--- Extracted records ---

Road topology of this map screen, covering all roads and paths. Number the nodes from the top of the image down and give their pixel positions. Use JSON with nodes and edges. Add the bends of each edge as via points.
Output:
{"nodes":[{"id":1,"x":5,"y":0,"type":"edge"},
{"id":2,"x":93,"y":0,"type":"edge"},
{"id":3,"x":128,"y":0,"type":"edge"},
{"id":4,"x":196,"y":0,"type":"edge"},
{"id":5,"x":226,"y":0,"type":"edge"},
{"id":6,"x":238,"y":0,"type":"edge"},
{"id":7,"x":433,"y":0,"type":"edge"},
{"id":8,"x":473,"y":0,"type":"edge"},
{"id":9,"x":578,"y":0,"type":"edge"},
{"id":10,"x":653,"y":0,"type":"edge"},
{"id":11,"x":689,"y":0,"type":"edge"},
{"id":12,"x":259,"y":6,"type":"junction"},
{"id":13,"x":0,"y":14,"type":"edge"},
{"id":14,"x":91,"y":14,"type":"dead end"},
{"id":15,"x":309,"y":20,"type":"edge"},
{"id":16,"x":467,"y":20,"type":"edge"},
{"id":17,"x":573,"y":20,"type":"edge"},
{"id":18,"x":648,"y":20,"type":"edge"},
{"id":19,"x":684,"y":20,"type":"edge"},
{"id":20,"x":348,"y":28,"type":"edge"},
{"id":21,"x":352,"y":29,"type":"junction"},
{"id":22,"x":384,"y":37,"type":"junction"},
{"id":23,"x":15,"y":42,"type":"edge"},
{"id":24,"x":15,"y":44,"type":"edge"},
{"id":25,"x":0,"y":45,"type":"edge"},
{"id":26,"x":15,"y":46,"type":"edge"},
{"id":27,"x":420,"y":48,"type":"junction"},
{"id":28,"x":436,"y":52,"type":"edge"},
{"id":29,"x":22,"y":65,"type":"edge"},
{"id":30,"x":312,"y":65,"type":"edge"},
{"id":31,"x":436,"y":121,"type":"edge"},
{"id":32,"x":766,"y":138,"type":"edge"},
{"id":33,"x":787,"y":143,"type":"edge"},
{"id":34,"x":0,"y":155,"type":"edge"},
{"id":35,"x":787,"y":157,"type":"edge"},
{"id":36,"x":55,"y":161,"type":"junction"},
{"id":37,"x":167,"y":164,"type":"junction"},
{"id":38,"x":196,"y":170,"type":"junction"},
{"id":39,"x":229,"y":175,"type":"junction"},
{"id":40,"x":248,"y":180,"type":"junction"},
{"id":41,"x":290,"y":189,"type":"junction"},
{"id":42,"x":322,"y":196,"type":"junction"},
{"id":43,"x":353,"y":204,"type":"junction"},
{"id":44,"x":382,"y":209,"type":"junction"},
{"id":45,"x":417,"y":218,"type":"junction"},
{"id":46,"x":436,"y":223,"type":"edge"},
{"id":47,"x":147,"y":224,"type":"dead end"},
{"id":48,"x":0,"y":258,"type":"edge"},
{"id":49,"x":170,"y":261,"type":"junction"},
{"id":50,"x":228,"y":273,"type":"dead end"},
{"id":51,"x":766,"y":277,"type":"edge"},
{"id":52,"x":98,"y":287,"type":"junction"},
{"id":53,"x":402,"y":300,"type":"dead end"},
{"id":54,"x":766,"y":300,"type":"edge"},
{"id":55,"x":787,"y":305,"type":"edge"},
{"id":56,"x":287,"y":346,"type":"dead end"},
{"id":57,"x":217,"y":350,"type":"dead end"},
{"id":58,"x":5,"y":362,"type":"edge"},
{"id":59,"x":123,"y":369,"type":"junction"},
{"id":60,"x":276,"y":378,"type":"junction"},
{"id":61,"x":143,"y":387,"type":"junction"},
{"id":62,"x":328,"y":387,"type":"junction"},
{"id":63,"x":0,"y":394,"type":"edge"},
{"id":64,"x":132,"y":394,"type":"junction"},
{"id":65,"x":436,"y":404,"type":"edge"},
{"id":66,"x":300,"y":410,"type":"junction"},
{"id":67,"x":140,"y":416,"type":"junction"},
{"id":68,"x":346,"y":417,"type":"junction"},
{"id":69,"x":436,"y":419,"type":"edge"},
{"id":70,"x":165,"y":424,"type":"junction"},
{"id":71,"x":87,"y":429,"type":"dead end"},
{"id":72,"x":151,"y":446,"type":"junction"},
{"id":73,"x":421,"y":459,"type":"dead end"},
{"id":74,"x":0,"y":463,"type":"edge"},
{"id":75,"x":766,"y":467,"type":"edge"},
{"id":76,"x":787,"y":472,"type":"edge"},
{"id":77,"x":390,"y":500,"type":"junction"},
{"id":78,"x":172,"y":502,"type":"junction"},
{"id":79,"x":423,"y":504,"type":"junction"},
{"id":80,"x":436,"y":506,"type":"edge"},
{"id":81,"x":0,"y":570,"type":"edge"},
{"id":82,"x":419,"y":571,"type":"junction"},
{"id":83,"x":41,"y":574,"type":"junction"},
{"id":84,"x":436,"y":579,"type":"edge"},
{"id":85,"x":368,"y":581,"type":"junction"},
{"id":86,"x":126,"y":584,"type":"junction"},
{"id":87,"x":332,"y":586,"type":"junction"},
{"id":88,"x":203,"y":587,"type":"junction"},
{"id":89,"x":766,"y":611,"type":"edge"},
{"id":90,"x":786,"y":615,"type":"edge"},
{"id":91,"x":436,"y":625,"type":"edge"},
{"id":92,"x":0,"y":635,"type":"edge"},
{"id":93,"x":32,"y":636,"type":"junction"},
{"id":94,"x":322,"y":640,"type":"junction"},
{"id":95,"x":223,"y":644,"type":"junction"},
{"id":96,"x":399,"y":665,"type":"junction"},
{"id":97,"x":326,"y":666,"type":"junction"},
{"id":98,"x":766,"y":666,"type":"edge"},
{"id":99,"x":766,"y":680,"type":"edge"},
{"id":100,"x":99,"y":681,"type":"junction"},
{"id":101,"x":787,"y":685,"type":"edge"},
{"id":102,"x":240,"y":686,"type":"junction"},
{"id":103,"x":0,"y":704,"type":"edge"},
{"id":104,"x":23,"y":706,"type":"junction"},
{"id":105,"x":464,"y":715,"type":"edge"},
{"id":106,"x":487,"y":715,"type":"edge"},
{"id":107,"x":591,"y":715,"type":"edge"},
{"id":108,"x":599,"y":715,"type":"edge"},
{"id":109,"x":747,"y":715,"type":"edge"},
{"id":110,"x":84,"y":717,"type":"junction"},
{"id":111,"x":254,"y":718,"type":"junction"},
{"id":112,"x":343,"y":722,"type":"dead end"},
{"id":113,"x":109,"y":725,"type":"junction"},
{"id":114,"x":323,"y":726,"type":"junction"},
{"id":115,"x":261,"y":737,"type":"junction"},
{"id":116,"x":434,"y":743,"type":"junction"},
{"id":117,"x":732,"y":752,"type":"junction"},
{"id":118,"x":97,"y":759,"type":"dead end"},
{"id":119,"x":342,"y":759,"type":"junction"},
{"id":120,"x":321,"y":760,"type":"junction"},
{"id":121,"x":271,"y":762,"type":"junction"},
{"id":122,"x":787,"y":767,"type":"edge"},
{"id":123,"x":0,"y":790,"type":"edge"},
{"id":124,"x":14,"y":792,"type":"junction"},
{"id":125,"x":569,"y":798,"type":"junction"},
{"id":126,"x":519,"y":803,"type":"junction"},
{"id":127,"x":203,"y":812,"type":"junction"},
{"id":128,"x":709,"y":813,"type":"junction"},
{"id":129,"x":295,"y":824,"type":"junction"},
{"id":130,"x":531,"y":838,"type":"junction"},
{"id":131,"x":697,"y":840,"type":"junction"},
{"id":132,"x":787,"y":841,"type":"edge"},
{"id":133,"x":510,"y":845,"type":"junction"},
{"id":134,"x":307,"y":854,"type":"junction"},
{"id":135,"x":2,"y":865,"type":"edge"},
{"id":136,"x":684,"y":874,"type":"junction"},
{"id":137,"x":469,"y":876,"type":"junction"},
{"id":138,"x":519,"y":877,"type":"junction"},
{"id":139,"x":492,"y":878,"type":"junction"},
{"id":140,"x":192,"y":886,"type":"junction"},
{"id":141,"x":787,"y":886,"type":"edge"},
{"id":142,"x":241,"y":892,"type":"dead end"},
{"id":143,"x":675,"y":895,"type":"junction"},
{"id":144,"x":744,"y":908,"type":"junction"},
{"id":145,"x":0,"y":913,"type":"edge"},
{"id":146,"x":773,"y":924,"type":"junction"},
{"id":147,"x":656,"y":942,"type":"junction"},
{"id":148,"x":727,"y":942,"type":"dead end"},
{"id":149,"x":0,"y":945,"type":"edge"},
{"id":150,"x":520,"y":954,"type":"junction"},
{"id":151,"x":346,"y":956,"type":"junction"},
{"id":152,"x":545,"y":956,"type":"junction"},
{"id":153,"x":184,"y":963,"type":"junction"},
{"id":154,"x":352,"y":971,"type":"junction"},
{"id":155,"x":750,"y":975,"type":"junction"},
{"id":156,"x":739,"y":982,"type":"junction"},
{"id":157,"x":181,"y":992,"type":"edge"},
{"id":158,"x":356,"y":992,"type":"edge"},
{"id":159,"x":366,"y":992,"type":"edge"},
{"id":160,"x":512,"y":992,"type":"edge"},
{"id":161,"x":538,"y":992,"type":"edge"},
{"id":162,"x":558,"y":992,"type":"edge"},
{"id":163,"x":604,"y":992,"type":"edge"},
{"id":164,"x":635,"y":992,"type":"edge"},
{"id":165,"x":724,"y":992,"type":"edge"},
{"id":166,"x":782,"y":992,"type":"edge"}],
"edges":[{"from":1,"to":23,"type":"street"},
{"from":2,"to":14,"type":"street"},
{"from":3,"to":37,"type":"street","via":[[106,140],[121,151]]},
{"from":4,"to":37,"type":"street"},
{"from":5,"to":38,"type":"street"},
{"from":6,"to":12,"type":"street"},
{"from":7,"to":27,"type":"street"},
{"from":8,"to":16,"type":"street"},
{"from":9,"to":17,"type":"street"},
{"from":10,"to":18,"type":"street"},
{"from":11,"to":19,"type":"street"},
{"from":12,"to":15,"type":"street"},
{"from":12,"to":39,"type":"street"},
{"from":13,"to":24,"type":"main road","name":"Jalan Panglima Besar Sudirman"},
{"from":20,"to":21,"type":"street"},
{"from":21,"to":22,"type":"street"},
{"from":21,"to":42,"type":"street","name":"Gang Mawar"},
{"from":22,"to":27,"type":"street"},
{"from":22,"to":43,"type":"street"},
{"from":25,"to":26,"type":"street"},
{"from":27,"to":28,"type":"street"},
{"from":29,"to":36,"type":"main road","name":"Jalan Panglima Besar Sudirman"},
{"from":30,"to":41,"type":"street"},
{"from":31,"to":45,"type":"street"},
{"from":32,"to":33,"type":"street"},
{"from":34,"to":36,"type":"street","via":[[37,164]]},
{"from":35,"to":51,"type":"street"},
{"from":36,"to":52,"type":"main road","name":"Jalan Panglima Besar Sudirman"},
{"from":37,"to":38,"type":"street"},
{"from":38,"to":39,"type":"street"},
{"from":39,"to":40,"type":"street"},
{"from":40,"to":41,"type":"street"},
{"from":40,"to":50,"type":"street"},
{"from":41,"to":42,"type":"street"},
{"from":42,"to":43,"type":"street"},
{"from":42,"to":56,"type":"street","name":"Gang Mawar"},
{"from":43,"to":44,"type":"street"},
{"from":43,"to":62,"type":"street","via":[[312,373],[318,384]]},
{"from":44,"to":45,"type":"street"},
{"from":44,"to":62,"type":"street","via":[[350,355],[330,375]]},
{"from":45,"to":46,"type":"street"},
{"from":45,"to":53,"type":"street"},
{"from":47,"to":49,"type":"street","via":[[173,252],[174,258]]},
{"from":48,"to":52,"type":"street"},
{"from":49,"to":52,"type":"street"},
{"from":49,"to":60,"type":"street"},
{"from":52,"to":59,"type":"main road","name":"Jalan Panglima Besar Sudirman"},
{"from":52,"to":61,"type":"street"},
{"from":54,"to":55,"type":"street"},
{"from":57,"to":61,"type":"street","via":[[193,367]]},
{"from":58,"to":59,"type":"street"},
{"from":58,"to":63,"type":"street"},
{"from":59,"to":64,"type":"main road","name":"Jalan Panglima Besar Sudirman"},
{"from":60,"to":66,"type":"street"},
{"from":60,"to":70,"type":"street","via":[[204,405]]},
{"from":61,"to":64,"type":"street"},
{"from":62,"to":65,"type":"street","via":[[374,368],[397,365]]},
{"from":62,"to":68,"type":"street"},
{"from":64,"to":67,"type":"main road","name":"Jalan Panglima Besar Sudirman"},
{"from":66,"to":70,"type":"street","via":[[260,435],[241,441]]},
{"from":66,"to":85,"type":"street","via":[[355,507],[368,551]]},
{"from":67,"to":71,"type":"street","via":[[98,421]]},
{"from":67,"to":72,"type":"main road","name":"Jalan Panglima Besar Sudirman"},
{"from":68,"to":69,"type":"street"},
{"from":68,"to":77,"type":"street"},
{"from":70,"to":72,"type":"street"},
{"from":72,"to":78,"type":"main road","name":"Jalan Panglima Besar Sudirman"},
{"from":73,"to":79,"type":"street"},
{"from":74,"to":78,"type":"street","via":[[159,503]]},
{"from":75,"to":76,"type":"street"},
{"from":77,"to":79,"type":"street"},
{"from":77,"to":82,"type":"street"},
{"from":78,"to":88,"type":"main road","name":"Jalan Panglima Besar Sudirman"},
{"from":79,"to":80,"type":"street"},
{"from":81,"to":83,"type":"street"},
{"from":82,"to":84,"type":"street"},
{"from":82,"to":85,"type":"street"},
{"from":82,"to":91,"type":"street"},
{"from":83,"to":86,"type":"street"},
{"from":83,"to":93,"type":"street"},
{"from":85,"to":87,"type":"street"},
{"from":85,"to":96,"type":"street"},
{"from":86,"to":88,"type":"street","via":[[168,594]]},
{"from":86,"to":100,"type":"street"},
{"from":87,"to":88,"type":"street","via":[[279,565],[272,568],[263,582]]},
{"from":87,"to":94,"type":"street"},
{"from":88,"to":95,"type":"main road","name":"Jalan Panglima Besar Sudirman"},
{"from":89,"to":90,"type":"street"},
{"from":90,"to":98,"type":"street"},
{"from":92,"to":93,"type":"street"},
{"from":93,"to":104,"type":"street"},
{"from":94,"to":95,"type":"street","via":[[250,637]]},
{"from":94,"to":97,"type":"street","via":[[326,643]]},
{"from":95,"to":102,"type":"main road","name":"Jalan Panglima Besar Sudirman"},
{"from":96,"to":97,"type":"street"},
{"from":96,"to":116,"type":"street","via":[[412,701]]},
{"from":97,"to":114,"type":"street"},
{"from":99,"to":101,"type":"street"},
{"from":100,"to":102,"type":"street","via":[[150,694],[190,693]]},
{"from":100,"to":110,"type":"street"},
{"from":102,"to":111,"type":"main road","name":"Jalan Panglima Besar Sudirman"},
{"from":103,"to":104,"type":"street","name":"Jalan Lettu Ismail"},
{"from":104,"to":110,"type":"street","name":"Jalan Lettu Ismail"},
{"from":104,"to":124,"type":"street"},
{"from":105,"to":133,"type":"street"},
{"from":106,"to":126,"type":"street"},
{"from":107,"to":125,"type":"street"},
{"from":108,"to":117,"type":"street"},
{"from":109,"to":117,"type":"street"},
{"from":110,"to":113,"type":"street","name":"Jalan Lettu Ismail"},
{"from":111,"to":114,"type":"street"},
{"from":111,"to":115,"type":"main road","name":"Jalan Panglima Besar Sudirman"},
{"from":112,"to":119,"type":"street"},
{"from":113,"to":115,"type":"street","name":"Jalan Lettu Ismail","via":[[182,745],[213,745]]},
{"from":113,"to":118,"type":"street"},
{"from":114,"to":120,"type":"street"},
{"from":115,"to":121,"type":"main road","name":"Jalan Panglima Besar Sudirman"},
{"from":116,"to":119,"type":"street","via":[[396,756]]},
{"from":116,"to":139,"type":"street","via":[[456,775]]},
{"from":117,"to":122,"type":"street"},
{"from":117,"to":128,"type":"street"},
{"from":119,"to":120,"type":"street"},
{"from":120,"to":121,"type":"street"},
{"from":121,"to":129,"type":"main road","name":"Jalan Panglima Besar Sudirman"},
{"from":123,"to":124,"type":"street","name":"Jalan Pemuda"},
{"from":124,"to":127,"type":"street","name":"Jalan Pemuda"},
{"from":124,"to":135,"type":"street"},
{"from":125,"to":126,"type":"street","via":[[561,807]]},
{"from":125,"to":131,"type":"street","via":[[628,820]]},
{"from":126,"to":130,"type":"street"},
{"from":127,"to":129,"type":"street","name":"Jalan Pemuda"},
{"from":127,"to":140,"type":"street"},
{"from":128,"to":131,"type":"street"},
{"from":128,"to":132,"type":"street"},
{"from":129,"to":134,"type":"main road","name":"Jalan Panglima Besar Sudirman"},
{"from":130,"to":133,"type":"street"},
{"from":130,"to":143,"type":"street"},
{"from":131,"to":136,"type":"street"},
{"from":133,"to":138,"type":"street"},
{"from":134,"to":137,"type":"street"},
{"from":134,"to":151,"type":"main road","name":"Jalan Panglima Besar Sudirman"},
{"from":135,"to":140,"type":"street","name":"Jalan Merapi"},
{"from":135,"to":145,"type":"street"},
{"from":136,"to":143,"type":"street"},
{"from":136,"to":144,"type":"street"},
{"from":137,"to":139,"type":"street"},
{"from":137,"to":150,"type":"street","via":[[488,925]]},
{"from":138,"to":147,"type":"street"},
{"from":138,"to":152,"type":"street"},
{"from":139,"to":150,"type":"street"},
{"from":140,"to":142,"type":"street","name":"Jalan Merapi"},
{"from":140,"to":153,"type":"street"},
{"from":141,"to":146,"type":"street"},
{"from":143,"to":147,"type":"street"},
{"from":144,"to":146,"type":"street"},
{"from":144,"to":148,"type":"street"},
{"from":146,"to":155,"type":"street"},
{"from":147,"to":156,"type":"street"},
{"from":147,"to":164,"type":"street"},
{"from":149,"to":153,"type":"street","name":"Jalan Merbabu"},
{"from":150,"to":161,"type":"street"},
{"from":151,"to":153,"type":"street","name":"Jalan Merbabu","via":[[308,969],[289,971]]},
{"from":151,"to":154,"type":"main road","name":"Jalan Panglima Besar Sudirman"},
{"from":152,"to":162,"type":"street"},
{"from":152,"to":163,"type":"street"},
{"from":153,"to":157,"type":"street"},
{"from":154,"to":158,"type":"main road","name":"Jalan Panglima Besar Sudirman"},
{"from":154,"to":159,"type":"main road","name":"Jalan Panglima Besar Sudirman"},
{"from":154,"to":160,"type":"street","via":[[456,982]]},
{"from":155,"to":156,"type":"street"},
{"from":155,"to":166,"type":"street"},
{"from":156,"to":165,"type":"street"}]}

---

Task goal — Establish how many lines of the entries hold the word "Merapi", giving nothing but the number.

Result for this task — 2